I keep asking the same question which no one seems to be able to answer: "How much US personal and private and how much US bank money is in Cyprus?" 

tony bonn's picture

this question was bogus.....bernankula is head of a private consortium of nazi banksters....the fed is not a government institution....what he says has absolutely no bearing on decisions made by soeotoro's nazi government...

even so, the fed has a powerful private police force which could of its own accord steal those deposits with great ease....when all of those crapulent "assets" he bought prove illiquid, the fed is going to seize property....

it is no longer a matter of if, but when.

Toma Haja's picture

Is not the power to impose zero percrent intererst on savers while inducing inflation thru QE the same as a seizure of property.  Just not blatant.

ParisianThinker's picture

How right you are! This is what the central bankers plan to do too.

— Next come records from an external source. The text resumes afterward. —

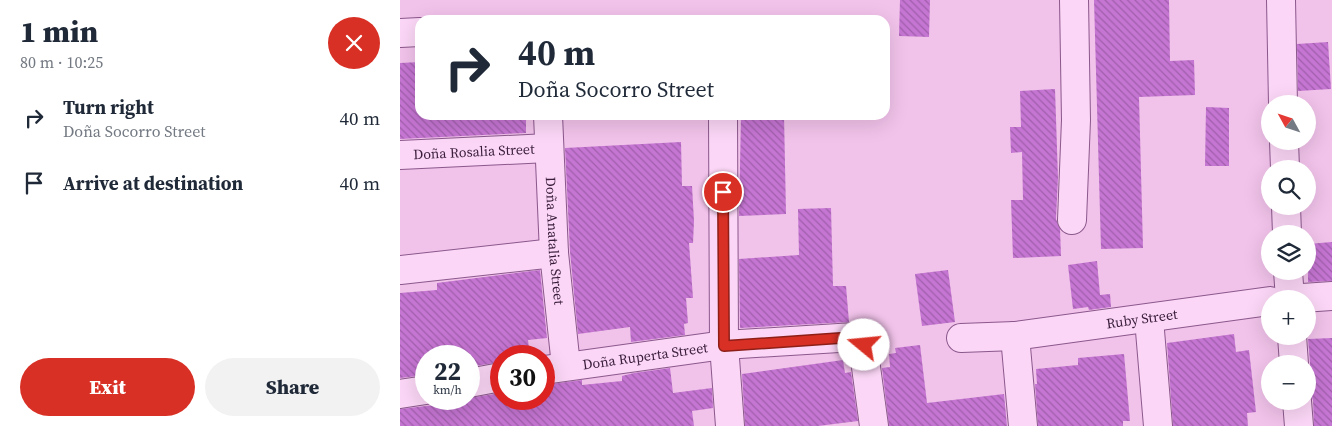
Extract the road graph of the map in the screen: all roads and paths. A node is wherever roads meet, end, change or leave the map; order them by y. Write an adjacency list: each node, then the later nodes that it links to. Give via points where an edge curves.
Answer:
1 (1074, 0): 10 (street, via 1076,120)
2 (1281, 0): 5 (street)
3 (415, 32): 4 (street)
4 (400, 33)
5 (1283, 95)
6 (548, 120): 8 (street, Doña Anatalia Street)
7 (723, 120): 20 (street)
8 (548, 148): 9 (street, Doña Rosalia Street); 11 (street, Doña Anatalia Street)
9 (400, 156)
10 (1072, 220)
11 (554, 253): 12 (street); 19 (street, Doña Anatalia Street)
12 (400, 270)
13 (1332, 296): 14 (street)
14 (1316, 297)
15 (1261, 302): 16 (street, Ruby Street)
16 (1149, 319): 17 (street, Ruby Street); 28 (street)
17 (1015, 336): 18 (street, Ruby Street); 27 (street)
18 (961, 338)
19 (555, 345)
20 (724, 346): 21 (street, Doña Ruperta Street); 25 (street); 26 (street, Doña Ruperta Street, via 860,339 864,345)
21 (555, 368)
22 (415, 392): 23 (street)
23 (400, 394)
24 (1298, 410): 29 (street)
25 (730, 426)
26 (874, 426)
27 (1023, 426)
28 (1158, 426)
29 (1299, 426)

steve from virginia's picture

 

 

 

First of all, Bernanke cannot answer for the FDIC which is an independent agency and is answerable to the Treasury and Congress not the Fed.

 

Second, the Fed doesn't make government policy, it cannot say for sure what the government will or will not do at some future time regarding property rights. The government might decide to appropriate deposits or other property or it might not. It depends on circumstances.

 

If it comes to pass that the government is seizing private property chances are there will be more significant problems to contend with.

 

The word that describes the ongoing state of affairs in this world is 'less'. That includes less money, less property, less comfort, less prosperity, less security ... less.

 

I'm not sanctioning anything, just describing. Thank you.

 

 

HardAssets's picture

Quit reading the b.s. they put out in press releases and your old college textbook.

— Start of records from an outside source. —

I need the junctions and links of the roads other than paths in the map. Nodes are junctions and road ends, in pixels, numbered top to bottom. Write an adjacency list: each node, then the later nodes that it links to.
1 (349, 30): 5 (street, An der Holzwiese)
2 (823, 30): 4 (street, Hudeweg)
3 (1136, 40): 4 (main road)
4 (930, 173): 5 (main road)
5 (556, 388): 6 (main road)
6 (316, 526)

Youd do better getting a real education on 'the system' by watching the Godfather movie series this coming weekend.  (Suggestion by Catherine Austin Fitts).

ParisianThinker's picture

Less is the new "more" as you say. You are so right!

hound dog vigilante's picture

 

"First of all, Bernanke cannot answer for the FDIC which is an independent agency and is answerable to the Treasury and Congress not the Fed."

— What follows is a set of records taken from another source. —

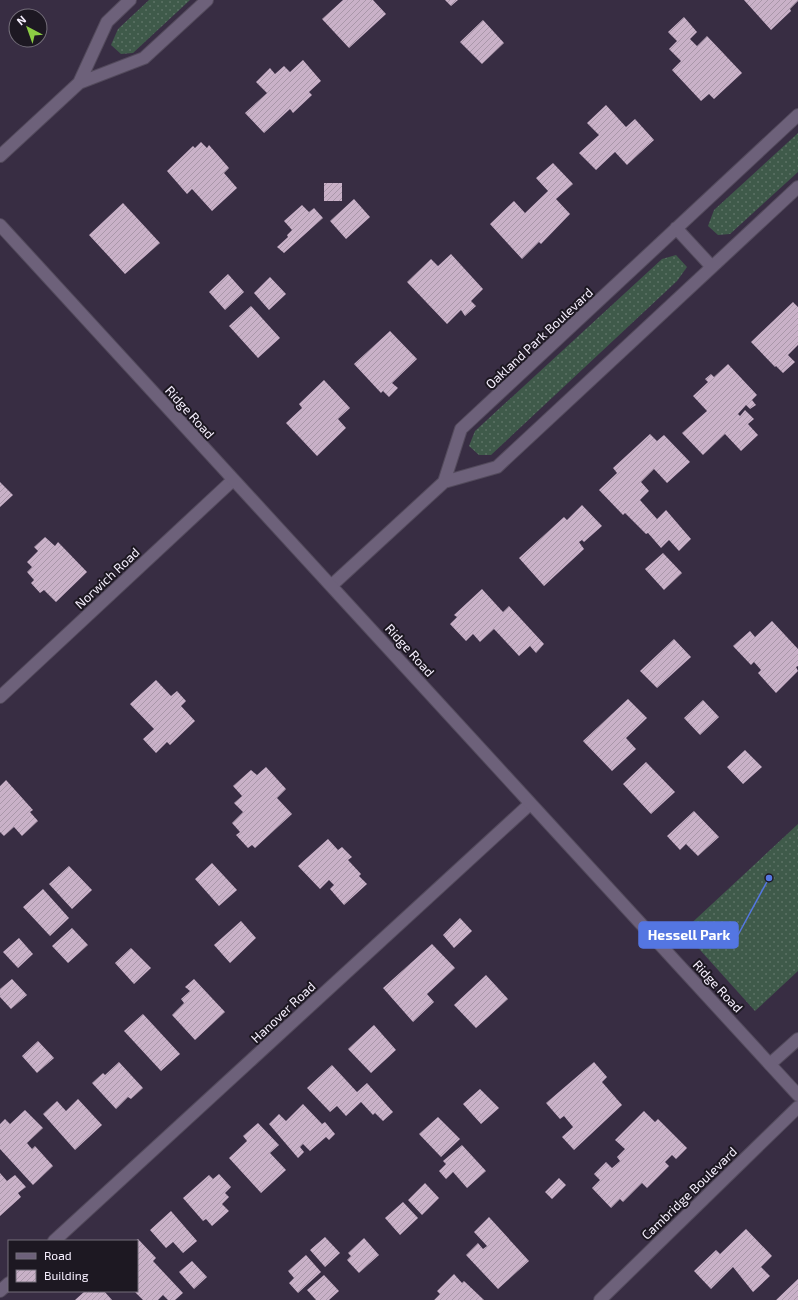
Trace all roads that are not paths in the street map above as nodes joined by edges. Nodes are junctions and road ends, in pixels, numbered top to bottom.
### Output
1 (130, 0) edge
2 (207, 0) edge
3 (79, 83) junction
4 (798, 116) edge
5 (0, 156) edge
6 (798, 187) edge
7 (0, 225) edge
8 (676, 228) junction
9 (712, 267) junction
10 (233, 480) junction
11 (444, 482) junction
12 (332, 585) junction
13 (0, 697) edge
14 (530, 804) junction
15 (798, 1039) edge
16 (770, 1064) junction
17 (798, 1095) edge
18 (798, 1107) edge
19 (55, 1240) edge
20 (8, 1284) edge
21 (0, 1291) edge
22 (600, 1300) edge

1 - 3 street
2 - 3 street
3 - 5 street
4 - 8 street, Oakland Park Boulevard
6 - 9 street, Oakland Park Boulevard
7 - 10 street, Ridge Road
8 - 9 street
8 - 11 street, Oakland Park Boulevard
9 - 11 street, Oakland Park Boulevard
10 - 12 street, Ridge Road
10 - 13 street, Norwich Road
11 - 12 street, Oakland Park Boulevard
12 - 14 street, Ridge Road
14 - 16 street, Ridge Road
14 - 19 street, Hanover Road
15 - 16 street
16 - 17 street, Ridge Road
18 - 22 street, Cambridge Boulevard
20 - 21 street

independent agency... that's a good one.  The PTB sent the Fed & Treasury into Congress in 2008 and extorted a trillion dollars without breaking a sweat.  

"Second, the Fed doesn't make government policy, it cannot say for sure what the government will or will not do at some future time regarding property rights. The government might decide to appropriate deposits or other property or it might not. It depends on circumstances"

Dude - you're a laugh riot... the benevolent socialists of Europe already decided to appropriate deposits - the precedent has been established.  Would you rate US leadership as more or less trustworthy than their european counterparts...?

"If it comes to pass that the government is seizing private property chances are there will be more significant problems to contend with."

That day is here & now.  Better get that noggin of yours working on those more significant problems.